» **WHAT TO PRODUCE**
Say how many lines in the records contain the string "Left". Nothing but the number should be given.

(Records from a data collection)
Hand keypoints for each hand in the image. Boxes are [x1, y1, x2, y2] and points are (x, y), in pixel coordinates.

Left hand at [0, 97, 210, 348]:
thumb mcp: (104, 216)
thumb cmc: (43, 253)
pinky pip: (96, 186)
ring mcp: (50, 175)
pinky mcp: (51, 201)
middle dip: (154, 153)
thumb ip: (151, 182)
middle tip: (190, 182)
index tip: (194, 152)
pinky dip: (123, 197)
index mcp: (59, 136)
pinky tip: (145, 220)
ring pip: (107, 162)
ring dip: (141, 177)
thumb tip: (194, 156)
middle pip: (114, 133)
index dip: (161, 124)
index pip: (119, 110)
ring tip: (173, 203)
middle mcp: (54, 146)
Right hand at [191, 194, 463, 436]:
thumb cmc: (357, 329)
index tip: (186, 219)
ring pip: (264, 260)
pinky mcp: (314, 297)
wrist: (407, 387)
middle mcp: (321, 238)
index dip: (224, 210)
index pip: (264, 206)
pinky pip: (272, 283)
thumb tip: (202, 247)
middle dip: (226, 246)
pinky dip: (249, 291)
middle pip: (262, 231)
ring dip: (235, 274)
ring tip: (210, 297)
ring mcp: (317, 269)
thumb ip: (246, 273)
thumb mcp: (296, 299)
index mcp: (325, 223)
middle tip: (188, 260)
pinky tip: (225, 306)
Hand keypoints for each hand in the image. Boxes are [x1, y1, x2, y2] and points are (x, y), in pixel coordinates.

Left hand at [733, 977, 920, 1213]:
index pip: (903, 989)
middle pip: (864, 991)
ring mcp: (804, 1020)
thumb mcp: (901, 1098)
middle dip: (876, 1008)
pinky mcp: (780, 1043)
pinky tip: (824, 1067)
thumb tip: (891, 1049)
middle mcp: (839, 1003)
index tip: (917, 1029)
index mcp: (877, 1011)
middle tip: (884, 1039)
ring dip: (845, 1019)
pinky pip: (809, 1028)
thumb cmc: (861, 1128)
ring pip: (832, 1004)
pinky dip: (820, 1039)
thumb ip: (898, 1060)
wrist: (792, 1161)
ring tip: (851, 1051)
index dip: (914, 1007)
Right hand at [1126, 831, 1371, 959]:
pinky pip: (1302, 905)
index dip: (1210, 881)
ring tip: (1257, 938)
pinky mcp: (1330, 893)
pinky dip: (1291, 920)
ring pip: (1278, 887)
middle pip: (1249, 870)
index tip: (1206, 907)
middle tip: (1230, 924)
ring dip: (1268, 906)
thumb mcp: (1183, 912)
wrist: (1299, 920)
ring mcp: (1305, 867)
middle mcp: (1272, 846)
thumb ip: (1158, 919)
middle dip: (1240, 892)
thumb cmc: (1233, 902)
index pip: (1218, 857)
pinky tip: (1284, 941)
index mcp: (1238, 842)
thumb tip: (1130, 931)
==
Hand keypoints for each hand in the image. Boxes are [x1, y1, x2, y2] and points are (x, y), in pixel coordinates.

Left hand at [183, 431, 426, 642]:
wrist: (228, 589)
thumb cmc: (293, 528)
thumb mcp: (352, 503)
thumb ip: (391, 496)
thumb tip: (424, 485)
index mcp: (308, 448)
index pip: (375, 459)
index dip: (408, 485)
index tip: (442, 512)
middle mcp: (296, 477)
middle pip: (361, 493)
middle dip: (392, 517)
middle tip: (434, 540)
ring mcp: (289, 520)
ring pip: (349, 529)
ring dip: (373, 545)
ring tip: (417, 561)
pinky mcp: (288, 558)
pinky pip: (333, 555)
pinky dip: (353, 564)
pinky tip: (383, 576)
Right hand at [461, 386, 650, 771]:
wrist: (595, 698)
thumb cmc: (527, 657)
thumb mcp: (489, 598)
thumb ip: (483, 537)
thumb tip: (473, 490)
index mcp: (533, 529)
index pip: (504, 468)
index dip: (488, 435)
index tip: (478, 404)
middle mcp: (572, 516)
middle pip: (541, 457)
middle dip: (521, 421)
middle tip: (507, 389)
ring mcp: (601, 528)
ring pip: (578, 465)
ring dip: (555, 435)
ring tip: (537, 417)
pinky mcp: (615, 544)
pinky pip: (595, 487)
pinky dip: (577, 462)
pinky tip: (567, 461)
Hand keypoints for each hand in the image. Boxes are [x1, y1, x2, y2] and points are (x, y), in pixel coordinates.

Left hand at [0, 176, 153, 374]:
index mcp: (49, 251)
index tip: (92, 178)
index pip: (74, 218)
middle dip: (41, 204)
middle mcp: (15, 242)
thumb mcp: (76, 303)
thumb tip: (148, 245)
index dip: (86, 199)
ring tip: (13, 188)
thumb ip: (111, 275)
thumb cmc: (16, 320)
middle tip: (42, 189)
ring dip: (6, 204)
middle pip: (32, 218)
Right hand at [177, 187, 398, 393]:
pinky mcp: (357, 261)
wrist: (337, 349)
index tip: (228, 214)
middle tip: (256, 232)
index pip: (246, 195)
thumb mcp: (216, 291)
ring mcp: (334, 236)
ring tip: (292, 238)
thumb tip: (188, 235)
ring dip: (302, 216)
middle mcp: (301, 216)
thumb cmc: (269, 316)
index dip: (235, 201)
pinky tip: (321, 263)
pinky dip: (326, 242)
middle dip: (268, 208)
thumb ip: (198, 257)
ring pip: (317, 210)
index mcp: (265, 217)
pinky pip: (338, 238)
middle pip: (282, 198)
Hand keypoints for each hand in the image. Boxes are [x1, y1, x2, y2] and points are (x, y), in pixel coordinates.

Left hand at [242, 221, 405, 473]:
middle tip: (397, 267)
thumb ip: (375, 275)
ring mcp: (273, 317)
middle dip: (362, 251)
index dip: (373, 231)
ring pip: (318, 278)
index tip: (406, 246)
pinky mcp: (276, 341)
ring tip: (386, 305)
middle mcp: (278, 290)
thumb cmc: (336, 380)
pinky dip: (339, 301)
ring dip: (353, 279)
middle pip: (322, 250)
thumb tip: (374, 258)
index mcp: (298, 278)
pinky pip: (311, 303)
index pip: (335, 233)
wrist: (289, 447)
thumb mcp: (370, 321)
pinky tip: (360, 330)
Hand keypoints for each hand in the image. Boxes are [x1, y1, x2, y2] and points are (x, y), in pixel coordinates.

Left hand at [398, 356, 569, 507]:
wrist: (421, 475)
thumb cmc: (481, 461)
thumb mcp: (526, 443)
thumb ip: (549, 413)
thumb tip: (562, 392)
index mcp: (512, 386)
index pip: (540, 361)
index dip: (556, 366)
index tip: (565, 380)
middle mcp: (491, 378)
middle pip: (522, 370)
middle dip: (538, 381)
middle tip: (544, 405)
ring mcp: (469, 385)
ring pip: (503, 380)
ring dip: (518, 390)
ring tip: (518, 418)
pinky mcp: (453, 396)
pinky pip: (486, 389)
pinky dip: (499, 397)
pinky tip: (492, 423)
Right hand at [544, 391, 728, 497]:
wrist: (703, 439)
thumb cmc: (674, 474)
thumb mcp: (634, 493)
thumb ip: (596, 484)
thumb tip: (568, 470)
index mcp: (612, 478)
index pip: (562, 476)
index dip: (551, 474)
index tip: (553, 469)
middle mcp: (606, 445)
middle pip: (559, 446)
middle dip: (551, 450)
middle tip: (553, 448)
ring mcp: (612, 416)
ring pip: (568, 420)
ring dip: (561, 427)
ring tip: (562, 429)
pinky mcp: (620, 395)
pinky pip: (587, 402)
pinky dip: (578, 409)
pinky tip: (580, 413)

» **SOLUTION TO THE PROBLEM**
6